Did Jane Austen write a story about Cinderella?

Well, not exactly; but I love connecting two of my favorite topics together! Arguably, all of Austen’s most popular works have at least one Cinderella element in them: every heroine marries a man of greater wealth. Although not always her social superior, the male lead is often a financial savior, the same as in many versions of Cinderella. Even Emma Woodhouse, who loses her mother in Cinderella-fashion, becomes engaged to the one man in Highbury with a larger fortune than herself. To go even further, the Dashwood sisters actually have their very own self-serving stepbrother.

Glass Slipper

However, of Austen’s novels, two stand out as the most Cinderella-esque: Mansfield Park and Persuasion.

Let’s start with Persuasion: Anne’s mother has passed away and she has two horrible sisters. Anne takes care of the work, i.e. visiting the poor, managing money, etc. (Austen never has her characters’ tasks drop below those appropriate for the gentry in Regency England.) Although originally wealthy, the Elliots also enter financially straightened circumstances. Hence, Cinderella has her fall.

For those of you who know the story, could Lady Russell function as the stepmother? Is Mrs. Croft Anne’s fairy godmother? There are so many interpretation possibilities with retellings!
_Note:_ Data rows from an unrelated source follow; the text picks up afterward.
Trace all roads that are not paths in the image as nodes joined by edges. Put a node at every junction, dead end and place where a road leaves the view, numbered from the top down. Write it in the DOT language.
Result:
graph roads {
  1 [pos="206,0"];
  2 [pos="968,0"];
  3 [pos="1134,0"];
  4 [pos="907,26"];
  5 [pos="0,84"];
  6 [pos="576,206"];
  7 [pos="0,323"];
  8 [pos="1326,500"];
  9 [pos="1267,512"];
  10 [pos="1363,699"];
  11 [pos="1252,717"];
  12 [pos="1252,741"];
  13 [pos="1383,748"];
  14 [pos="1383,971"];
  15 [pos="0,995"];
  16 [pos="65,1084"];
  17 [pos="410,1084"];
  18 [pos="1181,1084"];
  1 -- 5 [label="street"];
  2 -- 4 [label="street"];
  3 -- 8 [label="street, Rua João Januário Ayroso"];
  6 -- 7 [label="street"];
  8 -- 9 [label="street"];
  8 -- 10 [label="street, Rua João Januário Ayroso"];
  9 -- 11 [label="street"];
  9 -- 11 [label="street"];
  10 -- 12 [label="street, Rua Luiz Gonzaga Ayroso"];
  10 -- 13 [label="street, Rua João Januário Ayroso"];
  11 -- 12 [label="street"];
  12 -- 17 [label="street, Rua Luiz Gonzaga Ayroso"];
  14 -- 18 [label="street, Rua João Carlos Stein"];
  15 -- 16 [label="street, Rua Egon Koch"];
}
Captain Wentworth is certainly the navy-ranked ‘prince’ of Persuasion. Although the storyline does not follow the Cinderella tale closely, it still ends with the couple’s mutual discovery of each other’s affection. In this case, the pen turns out to be mightier than the slipper.

Anne Elliot
Persuasion, Ch 21: Anne Elliot with a letter from Mr Elliot by C. E. Brock

 

Fanny Price is the poor relation in Mansfield Park. Taken from her family, she is at the mercy of her Aunt Norris, not unlike any Cinderella with a wicked stepmother. Her cousins, Maria and Julia Bertram, act very convincingly in the roles of evil stepsisters.

Fanny and Aunt Norris
Fanny working diligently for her Aunt Norris

Fanny even goes to the ball: her coming-out birthday celebration. Here especially, the roguish Henry Crawford muddles the Cinderella storyline, but Prince Charming recognizes her pure heart in the end. If this were a standard retelling, perhaps Henry Crawford would be the intended prince! Discover more possibilities in this article about fairytales and folklore in Mansfield Park.

Fanny at Her Ball

Do these Cinderella elements make us love Jane Austen’s novels all the more? I’m not suggesting Austen deliberately incorporated Cinderella, or any other fairy tale, into her writing. With so many versions in folklore, it may be hard to avoid the parallels! Still, I think the similarities highlight the ubiquitous presence of these themes, especially the rags-to-riches archetype.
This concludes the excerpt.